Considering that nothing in paragraph 4 below in any way prejudices the position of any Member State on any aspect of the question of the rights and obligations of successor States and Governments in respect of property acquired before the accession to sovereignty of countries formerly under colonial rule.…


This is a reservation of competence; it does not give the new sovereign carte blanche.



(A)  State Property44


It is generally accepted that succession to the public property of the predecessor state located on the territory in question is a principle of customary international law and the jurisprudence of the Permanent Court of International Justice supports this posi-tion.45 Another approach would be to say that the ‘principle’ is really a presumption that acquisition of state property is inherent in the grant of territorial sovereignty and is a normal consequence of the acquisition of sovereignty in situations apart from a grant or cession. The position is in general confirmed by the Vienna Convention on Succession of States in respect of State Property, Archives and Debts of 1983,46 although the Convention propounds a rather different legal regime for the case where the successor is a ‘newly independent state’.
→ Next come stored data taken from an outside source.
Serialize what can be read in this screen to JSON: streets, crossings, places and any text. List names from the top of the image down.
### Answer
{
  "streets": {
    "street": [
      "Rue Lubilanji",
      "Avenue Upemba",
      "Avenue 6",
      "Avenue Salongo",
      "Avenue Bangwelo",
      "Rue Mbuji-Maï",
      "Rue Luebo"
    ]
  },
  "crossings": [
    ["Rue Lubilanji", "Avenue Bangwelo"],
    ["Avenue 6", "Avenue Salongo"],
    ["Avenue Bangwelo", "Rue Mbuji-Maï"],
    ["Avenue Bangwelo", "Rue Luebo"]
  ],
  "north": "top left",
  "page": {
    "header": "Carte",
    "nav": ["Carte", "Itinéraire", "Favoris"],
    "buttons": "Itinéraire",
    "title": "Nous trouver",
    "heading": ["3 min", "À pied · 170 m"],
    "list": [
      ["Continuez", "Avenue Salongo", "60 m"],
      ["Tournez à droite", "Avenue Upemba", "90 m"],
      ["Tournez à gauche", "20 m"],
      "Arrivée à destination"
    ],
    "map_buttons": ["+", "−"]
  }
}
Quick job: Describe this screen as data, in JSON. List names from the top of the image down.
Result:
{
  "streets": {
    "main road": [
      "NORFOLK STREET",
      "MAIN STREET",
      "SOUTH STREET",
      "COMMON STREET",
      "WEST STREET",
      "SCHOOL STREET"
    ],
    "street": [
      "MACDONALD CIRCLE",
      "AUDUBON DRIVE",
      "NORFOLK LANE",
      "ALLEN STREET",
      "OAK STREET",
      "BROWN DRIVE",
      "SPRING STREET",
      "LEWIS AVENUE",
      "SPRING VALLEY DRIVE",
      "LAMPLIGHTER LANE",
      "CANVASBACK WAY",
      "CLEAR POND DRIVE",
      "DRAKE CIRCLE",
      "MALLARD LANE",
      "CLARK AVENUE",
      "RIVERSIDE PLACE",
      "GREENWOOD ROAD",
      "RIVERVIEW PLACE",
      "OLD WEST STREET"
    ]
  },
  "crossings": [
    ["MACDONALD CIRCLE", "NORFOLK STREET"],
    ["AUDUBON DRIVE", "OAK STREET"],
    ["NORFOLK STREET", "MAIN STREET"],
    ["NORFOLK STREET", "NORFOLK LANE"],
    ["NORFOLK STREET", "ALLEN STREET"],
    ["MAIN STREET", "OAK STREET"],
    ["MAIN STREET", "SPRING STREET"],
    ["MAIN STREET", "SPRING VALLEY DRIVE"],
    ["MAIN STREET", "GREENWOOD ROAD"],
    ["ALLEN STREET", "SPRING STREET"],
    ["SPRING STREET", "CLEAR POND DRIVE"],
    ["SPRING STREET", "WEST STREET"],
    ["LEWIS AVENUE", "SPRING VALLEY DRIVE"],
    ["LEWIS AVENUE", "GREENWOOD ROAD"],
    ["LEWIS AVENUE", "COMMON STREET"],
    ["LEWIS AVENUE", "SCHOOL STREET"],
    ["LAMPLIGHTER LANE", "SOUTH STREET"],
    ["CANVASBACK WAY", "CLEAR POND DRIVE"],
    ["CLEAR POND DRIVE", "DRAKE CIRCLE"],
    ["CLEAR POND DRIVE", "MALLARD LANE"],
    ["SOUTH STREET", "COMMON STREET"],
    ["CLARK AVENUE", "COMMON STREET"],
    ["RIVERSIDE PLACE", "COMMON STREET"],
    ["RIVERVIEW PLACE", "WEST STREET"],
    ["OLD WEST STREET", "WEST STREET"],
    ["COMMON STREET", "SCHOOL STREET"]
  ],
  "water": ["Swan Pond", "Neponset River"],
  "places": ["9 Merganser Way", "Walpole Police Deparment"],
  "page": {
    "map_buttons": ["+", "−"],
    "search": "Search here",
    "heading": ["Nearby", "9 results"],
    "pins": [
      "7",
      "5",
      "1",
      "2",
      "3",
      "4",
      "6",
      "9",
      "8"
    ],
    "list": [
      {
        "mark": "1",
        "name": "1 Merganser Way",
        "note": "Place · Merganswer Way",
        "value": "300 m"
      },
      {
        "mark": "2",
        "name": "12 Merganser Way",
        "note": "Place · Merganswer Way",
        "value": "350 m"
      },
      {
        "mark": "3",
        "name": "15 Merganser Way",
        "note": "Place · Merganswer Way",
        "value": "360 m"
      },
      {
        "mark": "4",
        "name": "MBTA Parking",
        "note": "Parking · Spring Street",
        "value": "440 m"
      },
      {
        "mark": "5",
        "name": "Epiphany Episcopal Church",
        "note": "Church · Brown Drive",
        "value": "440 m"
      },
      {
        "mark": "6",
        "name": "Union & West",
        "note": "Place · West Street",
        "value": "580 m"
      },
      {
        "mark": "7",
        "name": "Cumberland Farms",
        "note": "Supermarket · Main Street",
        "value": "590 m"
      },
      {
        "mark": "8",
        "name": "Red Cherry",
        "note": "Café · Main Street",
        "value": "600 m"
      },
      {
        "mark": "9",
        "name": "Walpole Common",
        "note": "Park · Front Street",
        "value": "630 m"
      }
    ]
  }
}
In practice, the partition of state property among successor states may raise difficulties, which are usually resolved by negotiations and bilateral agreements based on the principle of ‘equity’. Differences of opinion regarding the form of change in sovereignty for the purposes of regulating succession to property (particularly the distinction between dissolution and secession) may lead to conflict,47 and in some cases, the very definition of ‘state property’ may be disputed: the competing claims of the SFRY’s successors relating to ‘social property’ is a case in point.48


(p. 431) In the aftermath of the USSR’s break-up, special solutions were required to address the partition of nuclear forces and other military property, deviating significantly from both the principles of territoriality and equitable apportionment. Despite initial protest, it was eventually agreed that Russia would maintain control of all nuclear weapons, while other members of the Commonwealth of Independent States in whose territories nuclear weapons had been located (Belarus, Kazakhstan, and Ukraine) would commit to total nuclear disarmament. Agreement was reached through negotiations and guarantees of compensation.49 The Black Sea fleet, located in the Crimean peninsula (which had been transferred to Ukraine in 1954) was partitioned between Russia (81.7%) and Ukraine (18.3%), with Russia maintaining the right to use the Ukrainian port of Sevastopol for 20 years.50



(B)  Public Law Claims and Public debts51


It follows from what has already been said that the successor state has a right to take up fiscal claims belonging to the former state which relate to the territory in question, including the right to collect taxes due. Much more a matter of controversy is the fate of the public debts of the replaced state. It may be that there is no rule of succession established,52 but some writers have concluded that in cases of annexation or dismemberment (as opposed to cession, i.e. where the ceding state remains in existence), the successor is obliged to assume the public debts of the extinct state.53 Zemanek confines succession to the situation where before independence an autonomous political dependency has, through the agency of the metropolitan power, contracted a ‘localized debt’ which is automatically attributed to the new state aft er separation.54 In practice, however, municipal courts will enforce obligations of the predecessor state against the successor only when the latter has recognized them,55 although recognition could take(p. 432) the form of unqualified continuation of the legal system under which the debts arise. The 1983 Vienna Convention provides for the passing of the state debt to the successor state (as a general principle) with a reduction according to an equitable proportion in the cases of transfer of part of a state, secession, or dissolution of a state (Articles 36 to 37, 39 to 41). However, when the successor state is a ‘newly independent State’, no state debt shall pass, except by agreement (and then only if certain other conditions are satisfied) (Article 38). According to Article 2(1)(e) a ‘newly independent State’ means a successor state the territory of which had been ‘a dependent territory for the international relations of which the predecessor State was responsible’. This distinction between ‘newly independent states’ and other successor states is problematic, especially when it has such categorical effects.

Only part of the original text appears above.